(Stored items)
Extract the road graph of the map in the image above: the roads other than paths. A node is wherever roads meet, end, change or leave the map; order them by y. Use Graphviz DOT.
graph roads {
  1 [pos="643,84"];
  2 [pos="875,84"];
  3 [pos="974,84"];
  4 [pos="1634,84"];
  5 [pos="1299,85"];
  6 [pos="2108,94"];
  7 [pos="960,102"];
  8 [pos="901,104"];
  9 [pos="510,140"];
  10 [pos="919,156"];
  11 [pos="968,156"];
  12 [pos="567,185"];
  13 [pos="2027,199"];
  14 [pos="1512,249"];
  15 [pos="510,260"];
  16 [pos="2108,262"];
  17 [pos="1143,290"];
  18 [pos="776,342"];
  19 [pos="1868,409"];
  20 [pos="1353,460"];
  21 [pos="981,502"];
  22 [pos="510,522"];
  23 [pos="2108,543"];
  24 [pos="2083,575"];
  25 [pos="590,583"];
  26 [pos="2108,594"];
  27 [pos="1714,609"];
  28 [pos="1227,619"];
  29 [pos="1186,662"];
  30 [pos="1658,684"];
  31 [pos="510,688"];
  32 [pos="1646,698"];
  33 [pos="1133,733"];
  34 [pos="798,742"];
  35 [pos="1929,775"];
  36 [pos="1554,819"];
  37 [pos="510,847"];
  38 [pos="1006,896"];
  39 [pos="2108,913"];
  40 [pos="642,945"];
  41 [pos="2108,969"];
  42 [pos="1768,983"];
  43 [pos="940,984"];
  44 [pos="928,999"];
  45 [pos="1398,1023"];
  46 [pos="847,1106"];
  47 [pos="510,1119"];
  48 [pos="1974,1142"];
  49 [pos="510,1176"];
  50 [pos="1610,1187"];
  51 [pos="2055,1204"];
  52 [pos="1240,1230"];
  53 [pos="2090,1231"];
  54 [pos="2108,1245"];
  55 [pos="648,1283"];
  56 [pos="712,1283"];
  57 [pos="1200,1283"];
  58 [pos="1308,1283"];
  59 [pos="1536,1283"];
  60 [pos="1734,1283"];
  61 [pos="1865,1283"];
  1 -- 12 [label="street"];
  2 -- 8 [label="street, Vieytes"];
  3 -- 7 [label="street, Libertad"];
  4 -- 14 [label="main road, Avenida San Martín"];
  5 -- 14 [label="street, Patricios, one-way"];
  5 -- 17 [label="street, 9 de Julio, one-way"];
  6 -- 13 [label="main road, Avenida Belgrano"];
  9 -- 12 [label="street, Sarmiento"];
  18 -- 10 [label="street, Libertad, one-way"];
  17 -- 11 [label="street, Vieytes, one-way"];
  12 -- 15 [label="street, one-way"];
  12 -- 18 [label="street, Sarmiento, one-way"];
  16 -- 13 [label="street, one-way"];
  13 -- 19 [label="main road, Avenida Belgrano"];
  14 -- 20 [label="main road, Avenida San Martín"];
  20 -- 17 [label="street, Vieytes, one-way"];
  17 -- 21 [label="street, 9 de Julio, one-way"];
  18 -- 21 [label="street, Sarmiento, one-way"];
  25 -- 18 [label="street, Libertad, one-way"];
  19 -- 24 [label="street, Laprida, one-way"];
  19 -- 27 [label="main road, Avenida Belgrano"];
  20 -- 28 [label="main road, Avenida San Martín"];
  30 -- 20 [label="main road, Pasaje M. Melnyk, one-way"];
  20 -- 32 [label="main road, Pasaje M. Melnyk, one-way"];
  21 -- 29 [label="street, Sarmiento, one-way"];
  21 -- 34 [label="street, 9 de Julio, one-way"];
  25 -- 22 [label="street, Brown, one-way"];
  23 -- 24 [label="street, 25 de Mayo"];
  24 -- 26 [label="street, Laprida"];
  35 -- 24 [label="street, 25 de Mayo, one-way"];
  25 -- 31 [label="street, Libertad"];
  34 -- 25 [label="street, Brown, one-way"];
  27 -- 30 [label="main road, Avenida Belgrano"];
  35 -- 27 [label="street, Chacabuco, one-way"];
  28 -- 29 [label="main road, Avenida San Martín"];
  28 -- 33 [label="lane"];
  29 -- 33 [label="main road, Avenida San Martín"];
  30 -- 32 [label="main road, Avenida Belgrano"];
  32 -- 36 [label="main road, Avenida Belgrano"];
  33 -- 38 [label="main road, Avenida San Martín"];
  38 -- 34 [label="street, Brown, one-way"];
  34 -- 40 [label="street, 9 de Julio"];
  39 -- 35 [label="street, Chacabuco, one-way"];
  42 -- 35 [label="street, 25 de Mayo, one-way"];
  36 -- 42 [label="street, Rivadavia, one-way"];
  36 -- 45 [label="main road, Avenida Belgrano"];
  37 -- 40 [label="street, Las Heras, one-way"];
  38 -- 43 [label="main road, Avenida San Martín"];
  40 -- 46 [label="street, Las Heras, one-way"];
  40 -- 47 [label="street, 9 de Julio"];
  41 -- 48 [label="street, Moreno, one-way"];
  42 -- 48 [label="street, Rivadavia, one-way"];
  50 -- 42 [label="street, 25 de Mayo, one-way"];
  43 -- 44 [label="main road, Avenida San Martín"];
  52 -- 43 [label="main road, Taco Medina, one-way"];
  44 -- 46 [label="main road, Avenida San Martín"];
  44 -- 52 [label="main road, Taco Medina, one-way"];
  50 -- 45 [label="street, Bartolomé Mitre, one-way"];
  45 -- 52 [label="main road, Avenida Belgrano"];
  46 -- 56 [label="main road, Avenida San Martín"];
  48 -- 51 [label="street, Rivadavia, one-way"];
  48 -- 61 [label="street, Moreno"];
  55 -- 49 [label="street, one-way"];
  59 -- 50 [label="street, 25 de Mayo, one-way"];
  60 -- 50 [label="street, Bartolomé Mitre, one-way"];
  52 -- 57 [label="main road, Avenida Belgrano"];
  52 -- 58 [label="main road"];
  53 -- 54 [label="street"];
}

--

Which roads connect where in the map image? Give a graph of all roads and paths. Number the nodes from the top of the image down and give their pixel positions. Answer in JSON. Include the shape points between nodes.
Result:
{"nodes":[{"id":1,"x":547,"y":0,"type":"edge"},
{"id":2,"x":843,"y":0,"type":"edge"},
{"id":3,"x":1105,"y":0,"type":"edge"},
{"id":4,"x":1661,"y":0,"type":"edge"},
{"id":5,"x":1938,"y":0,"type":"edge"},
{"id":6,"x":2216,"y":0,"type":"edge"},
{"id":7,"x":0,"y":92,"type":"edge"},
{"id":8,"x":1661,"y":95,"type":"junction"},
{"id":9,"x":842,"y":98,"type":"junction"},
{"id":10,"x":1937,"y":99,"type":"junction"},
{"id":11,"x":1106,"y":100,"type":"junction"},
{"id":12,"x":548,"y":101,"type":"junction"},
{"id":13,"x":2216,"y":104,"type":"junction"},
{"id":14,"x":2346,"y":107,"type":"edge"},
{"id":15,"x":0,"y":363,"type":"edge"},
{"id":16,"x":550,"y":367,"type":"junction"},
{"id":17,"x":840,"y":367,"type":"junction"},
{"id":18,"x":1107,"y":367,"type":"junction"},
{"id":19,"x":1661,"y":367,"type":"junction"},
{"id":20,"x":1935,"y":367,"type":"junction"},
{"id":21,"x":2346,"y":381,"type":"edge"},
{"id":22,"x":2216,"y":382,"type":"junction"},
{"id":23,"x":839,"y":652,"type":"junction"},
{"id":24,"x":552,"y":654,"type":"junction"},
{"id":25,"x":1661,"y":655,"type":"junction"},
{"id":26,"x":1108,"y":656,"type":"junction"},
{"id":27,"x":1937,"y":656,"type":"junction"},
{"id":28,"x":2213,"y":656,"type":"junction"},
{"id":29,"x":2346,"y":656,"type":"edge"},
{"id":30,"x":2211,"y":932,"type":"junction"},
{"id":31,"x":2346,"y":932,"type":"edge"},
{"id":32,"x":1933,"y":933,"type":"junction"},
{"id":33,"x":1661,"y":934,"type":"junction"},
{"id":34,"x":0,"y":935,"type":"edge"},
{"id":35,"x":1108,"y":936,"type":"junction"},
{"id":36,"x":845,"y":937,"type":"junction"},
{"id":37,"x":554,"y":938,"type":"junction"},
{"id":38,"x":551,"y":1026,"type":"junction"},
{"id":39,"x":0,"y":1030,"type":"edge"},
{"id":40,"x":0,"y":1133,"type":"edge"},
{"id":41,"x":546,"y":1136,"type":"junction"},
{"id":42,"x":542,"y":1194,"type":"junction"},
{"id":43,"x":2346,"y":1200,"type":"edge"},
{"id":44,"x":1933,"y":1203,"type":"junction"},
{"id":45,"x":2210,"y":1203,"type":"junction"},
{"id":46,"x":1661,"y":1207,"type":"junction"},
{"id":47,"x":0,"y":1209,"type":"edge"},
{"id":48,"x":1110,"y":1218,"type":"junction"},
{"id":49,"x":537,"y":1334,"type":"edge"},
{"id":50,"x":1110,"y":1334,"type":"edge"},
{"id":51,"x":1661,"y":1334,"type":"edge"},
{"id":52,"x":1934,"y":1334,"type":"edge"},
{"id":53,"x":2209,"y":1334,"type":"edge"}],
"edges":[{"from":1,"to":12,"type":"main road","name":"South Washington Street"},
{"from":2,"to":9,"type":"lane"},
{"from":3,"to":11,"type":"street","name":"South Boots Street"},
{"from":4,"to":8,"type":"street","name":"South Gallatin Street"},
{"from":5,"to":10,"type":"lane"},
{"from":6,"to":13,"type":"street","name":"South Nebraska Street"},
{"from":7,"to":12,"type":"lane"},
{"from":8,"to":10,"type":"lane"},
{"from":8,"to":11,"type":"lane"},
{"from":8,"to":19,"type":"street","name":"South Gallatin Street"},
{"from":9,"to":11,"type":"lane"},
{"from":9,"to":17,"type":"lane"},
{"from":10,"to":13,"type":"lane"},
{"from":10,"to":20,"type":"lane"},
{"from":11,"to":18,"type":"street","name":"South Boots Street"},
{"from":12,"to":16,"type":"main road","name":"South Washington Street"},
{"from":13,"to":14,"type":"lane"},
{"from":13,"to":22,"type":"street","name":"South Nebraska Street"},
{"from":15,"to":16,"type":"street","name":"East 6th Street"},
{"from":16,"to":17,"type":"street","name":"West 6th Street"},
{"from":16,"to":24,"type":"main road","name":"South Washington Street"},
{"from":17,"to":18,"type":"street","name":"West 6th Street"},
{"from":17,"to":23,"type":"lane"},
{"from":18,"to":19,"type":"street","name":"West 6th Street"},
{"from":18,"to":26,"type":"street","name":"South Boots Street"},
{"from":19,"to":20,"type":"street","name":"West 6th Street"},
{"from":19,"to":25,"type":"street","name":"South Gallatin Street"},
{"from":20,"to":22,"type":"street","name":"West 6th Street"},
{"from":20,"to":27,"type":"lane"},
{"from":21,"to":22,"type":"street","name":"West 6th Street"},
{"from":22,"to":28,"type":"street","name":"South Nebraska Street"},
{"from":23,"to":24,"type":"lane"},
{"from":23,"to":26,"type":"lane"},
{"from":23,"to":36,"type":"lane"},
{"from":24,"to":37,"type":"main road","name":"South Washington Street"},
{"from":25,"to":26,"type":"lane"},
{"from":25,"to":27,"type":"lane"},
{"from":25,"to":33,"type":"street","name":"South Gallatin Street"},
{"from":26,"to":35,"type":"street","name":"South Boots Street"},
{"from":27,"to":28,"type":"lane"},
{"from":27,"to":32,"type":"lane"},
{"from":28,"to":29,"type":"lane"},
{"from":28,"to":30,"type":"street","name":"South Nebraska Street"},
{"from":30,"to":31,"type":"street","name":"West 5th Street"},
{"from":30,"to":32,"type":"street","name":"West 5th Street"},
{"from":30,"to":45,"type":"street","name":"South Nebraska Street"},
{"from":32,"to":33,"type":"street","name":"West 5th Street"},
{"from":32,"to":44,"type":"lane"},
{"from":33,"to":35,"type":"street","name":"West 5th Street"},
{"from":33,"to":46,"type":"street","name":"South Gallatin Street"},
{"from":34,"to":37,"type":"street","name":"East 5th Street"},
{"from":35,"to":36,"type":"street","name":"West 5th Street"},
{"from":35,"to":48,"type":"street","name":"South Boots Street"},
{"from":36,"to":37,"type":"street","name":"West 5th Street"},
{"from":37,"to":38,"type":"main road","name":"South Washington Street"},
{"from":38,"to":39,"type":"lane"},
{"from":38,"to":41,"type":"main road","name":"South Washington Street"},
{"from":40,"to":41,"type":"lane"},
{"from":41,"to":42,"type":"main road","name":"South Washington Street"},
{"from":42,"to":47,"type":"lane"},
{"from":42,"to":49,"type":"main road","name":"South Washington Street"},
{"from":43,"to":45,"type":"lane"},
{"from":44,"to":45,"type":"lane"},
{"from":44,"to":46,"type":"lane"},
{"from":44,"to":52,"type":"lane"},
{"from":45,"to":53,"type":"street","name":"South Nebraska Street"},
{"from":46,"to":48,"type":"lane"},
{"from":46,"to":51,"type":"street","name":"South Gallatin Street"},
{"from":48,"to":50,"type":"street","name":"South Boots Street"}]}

**YOUR OBJECTIVE:** Show every line above in which the word "Mayo" appears.

**RESULT FOR THIS EXERCISE:**
  23 -- 24 [label="street, 25 de Mayo"];
  35 -- 24 [label="street, 25 de Mayo, one-way"];
  42 -- 35 [label="street, 25 de Mayo, one-way"];
  50 -- 42 [label="street, 25 de Mayo, one-way"];
  59 -- 50 [label="street, 25 de Mayo, one-way"];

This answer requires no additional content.